----- DATA SHOWN

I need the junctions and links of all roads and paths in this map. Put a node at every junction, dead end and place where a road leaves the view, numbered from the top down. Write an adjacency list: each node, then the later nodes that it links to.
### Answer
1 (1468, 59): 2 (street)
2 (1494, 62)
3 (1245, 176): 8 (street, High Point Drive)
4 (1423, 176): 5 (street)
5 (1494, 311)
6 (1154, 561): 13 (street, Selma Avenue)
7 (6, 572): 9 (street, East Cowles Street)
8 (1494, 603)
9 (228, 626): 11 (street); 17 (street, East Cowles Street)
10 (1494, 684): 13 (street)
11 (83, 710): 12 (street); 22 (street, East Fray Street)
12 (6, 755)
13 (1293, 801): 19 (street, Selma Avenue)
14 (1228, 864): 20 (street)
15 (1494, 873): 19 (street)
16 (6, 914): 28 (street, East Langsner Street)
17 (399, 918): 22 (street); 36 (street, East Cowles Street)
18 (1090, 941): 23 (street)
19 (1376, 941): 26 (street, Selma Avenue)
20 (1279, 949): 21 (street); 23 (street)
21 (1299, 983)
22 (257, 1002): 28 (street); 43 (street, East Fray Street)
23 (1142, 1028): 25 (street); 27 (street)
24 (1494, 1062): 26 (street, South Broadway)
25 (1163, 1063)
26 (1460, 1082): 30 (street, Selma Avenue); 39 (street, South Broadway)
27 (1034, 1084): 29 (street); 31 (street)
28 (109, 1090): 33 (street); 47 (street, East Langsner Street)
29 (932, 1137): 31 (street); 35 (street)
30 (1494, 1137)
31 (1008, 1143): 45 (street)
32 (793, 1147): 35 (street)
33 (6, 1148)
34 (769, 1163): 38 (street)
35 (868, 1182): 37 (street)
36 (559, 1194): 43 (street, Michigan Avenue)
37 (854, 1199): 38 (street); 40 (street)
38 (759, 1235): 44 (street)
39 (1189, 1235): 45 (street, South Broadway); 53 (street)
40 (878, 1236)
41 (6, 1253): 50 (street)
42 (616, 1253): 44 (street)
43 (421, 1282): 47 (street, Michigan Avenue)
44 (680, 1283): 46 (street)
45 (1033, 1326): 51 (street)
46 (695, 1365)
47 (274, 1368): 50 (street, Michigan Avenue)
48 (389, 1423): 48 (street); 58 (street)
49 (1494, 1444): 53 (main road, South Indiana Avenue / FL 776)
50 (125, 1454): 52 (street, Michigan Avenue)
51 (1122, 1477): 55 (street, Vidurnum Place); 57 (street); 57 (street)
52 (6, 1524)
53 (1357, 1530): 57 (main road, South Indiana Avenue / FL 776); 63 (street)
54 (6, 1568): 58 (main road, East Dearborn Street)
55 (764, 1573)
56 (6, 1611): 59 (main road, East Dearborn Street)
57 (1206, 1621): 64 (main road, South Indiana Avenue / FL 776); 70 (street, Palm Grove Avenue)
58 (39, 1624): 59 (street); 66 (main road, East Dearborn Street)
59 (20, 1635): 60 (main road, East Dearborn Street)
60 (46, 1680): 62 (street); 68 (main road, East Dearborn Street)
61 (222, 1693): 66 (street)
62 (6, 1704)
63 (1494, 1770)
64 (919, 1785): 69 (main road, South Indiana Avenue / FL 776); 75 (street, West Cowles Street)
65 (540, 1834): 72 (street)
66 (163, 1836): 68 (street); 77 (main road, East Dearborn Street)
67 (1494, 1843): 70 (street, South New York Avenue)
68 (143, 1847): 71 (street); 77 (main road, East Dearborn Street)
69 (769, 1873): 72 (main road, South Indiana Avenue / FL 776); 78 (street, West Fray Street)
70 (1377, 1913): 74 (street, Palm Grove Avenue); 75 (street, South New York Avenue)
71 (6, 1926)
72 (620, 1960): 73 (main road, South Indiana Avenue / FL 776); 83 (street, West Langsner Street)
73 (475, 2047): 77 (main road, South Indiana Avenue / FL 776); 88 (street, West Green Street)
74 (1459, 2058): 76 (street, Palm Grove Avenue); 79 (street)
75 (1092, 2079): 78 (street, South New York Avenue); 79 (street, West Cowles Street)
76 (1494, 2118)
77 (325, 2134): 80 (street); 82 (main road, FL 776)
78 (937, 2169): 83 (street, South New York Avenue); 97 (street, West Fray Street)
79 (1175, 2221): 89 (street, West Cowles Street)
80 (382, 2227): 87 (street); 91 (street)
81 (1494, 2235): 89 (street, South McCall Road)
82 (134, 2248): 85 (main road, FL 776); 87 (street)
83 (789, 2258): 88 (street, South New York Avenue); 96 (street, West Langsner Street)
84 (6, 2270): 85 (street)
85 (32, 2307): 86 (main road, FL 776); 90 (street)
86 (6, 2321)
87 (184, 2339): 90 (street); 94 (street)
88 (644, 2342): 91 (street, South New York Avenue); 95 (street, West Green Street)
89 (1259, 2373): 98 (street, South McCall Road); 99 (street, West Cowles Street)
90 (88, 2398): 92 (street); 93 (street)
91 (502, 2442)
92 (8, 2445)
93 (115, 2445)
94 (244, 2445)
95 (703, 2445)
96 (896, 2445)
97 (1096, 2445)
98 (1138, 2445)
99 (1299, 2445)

----------

EXERCISE:
Each line of the data that holds "Cowles" should be reported.

EXERCISE SOLUTION:
7 (6, 572): 9 (street, East Cowles Street)
9 (228, 626): 11 (street); 17 (street, East Cowles Street)
17 (399, 918): 22 (street); 36 (street, East Cowles Street)
64 (919, 1785): 69 (main road, South Indiana Avenue / FL 776); 75 (street, West Cowles Street)
75 (1092, 2079): 78 (street, South New York Avenue); 79 (street, West Cowles Street)
79 (1175, 2221): 89 (street, West Cowles Street)
89 (1259, 2373): 98 (street, South McCall Road); 99 (street, West Cowles Street)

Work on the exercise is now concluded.